#### Task description:
Include in the output the line containing "ring dip: (189, 127)" and each subsequent line of the records, through the end, transcribed exactly. Add nothing else.

═════ Dataset excerpts

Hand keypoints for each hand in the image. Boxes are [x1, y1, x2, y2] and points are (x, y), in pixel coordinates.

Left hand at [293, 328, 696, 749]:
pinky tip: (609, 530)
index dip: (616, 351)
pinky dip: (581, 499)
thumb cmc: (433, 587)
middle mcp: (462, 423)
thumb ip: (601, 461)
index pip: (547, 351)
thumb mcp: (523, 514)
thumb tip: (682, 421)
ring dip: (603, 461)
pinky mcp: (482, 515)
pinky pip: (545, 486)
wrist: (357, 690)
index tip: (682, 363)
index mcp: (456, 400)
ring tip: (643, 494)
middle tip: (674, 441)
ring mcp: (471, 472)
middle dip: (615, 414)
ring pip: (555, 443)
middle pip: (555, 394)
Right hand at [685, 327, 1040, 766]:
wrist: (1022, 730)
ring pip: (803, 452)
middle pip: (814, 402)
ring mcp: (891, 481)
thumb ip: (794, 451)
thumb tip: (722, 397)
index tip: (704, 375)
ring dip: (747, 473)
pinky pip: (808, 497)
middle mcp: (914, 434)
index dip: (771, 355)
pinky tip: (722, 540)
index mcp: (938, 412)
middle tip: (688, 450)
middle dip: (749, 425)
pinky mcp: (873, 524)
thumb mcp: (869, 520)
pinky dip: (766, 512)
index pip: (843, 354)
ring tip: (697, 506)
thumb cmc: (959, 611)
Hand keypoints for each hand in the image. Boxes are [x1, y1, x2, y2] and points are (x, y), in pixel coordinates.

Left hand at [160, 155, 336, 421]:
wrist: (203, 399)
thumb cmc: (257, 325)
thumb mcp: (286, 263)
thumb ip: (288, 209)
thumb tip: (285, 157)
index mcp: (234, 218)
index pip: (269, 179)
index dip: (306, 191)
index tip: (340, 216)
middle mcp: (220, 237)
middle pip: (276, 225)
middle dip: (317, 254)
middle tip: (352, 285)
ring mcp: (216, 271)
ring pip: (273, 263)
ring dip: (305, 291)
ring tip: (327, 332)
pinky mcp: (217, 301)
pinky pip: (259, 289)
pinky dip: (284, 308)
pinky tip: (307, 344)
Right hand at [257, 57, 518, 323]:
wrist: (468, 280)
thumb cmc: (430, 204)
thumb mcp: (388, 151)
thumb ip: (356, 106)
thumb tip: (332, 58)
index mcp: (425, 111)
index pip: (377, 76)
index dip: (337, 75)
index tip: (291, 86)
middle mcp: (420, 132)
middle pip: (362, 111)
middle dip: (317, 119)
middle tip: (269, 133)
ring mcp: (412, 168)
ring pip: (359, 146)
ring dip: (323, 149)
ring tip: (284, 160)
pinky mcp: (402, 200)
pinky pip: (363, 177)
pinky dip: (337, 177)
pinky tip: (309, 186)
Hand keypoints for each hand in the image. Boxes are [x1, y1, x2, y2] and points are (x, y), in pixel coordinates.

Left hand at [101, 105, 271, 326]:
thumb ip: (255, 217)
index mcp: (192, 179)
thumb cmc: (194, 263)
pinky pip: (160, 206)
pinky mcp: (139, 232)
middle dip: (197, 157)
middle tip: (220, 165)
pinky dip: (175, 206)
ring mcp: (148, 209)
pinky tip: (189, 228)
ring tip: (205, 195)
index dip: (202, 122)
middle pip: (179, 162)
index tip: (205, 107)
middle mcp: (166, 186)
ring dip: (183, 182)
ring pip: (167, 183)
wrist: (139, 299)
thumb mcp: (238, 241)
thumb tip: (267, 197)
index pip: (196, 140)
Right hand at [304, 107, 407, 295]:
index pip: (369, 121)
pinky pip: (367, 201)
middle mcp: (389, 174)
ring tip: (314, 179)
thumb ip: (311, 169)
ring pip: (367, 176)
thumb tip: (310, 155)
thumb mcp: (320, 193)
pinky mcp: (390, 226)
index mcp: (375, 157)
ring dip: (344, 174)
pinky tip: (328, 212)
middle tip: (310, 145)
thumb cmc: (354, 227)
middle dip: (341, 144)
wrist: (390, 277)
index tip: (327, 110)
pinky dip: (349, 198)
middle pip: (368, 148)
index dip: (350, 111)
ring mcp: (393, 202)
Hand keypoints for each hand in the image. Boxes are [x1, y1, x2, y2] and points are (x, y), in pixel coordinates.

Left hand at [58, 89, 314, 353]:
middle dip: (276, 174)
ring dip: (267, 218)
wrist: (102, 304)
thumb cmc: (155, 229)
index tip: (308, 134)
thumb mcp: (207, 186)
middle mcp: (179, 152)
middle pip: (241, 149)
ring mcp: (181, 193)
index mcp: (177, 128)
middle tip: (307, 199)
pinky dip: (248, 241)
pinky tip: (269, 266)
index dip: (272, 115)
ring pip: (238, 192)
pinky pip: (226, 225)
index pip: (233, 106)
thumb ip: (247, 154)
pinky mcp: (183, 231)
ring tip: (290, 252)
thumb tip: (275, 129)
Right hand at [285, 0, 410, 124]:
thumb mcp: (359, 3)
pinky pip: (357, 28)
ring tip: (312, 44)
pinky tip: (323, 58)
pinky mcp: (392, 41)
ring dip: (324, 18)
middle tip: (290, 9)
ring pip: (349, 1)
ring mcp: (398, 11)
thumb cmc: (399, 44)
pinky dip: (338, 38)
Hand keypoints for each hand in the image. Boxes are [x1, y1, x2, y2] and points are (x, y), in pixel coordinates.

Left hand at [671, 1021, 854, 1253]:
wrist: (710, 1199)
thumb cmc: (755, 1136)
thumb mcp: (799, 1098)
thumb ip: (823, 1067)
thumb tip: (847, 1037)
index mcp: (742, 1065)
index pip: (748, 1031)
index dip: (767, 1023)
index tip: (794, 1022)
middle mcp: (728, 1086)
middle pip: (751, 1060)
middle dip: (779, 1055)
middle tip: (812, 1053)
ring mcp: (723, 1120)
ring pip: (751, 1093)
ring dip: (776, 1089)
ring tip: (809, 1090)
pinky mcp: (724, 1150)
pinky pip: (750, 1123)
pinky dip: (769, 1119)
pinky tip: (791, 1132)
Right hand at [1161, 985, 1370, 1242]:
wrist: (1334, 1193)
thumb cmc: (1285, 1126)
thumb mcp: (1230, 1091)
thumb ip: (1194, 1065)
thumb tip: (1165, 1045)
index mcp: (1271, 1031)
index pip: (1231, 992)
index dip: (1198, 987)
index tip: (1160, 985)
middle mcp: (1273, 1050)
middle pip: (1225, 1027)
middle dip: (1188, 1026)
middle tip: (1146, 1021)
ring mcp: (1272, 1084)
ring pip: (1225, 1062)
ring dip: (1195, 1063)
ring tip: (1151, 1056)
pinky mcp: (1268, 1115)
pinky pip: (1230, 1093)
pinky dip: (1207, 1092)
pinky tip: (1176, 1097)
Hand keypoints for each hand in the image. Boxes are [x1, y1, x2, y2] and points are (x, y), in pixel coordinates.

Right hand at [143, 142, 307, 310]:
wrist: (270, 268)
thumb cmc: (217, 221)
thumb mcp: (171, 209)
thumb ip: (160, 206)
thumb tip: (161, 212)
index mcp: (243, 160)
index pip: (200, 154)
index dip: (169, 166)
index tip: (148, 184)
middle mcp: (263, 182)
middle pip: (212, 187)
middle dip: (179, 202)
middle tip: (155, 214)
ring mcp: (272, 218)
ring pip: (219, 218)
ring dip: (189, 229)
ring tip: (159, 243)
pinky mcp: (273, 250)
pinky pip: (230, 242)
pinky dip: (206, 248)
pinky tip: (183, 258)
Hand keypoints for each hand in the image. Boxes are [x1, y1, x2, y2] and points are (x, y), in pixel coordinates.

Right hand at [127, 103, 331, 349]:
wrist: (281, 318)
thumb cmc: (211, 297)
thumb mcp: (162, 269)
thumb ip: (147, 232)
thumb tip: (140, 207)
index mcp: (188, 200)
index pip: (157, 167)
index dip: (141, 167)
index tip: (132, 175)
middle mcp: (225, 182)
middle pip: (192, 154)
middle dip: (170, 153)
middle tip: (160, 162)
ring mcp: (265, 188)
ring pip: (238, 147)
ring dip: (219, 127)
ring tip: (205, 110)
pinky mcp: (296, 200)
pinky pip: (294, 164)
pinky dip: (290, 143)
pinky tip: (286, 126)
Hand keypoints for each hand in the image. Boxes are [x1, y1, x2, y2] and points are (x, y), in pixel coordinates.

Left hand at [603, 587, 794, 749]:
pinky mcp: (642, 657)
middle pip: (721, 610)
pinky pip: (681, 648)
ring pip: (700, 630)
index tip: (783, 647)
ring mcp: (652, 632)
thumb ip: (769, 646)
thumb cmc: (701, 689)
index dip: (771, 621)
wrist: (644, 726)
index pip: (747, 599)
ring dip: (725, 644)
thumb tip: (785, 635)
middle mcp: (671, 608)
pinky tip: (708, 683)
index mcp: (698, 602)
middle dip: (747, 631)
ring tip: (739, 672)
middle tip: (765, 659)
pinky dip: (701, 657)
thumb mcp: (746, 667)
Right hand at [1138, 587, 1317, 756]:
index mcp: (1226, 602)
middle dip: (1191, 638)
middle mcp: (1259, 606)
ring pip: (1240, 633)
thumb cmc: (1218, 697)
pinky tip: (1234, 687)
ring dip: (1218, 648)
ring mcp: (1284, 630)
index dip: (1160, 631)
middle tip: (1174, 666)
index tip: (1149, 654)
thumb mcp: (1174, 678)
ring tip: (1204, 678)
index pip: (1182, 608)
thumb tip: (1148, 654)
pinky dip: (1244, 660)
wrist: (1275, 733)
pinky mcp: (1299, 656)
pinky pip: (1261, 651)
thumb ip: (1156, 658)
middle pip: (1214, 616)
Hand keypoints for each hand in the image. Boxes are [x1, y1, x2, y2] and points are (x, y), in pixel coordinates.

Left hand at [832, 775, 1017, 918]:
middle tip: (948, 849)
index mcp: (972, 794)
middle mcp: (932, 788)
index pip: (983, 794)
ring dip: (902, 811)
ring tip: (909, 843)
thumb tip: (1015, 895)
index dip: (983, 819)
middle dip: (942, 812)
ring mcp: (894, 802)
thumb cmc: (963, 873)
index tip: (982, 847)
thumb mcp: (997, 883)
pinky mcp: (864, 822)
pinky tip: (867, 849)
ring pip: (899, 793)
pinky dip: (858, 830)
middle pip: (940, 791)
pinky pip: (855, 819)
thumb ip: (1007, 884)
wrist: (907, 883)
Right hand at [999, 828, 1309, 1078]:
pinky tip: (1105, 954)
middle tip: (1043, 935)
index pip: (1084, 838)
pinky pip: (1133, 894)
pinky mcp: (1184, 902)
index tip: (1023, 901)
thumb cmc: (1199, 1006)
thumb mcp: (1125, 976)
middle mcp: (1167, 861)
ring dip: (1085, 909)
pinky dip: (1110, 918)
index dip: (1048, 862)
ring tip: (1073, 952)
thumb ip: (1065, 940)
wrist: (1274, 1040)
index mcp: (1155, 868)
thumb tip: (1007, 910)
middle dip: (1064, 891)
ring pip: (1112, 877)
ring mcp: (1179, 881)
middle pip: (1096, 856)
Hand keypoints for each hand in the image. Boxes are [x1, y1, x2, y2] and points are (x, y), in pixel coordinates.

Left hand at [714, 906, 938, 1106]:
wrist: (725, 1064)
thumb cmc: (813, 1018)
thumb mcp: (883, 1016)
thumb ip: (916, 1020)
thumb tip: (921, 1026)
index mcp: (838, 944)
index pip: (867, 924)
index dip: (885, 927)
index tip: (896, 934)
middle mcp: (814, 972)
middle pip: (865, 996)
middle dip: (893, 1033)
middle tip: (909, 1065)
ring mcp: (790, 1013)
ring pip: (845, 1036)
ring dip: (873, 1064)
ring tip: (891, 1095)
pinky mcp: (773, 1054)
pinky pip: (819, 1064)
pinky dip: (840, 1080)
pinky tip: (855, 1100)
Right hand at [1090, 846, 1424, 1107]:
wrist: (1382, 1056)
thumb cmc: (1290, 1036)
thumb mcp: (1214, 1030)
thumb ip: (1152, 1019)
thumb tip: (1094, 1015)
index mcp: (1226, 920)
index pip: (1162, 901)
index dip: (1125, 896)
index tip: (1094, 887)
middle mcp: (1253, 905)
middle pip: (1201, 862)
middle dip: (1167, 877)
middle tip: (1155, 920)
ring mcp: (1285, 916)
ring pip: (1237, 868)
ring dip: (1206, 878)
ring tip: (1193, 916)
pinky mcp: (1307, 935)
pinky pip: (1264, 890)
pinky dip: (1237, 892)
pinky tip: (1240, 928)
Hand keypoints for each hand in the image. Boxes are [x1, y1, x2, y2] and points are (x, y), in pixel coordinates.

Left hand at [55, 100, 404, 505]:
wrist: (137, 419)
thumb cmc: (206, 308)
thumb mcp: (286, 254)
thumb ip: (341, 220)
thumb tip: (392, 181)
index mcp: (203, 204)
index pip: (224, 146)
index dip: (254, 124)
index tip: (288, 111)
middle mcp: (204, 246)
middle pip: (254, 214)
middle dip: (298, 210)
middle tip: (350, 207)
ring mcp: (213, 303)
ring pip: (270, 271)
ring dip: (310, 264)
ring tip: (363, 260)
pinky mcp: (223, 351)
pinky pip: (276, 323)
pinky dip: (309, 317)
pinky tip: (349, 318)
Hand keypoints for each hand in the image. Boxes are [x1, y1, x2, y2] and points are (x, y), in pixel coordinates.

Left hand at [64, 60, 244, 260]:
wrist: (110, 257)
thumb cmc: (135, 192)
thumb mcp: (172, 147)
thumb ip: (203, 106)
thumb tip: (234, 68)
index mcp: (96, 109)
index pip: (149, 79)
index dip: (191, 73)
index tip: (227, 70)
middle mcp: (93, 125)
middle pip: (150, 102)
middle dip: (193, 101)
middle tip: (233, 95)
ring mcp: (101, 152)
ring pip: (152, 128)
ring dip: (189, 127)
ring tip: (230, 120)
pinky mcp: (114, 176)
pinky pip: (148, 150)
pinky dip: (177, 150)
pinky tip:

══════════

#### Solution:
ring dip: (189, 127)
ring tip: (230, 120)
pinky mcp: (114, 176)
pinky pip: (148, 150)
pinky dip: (177, 150)
pinky tip:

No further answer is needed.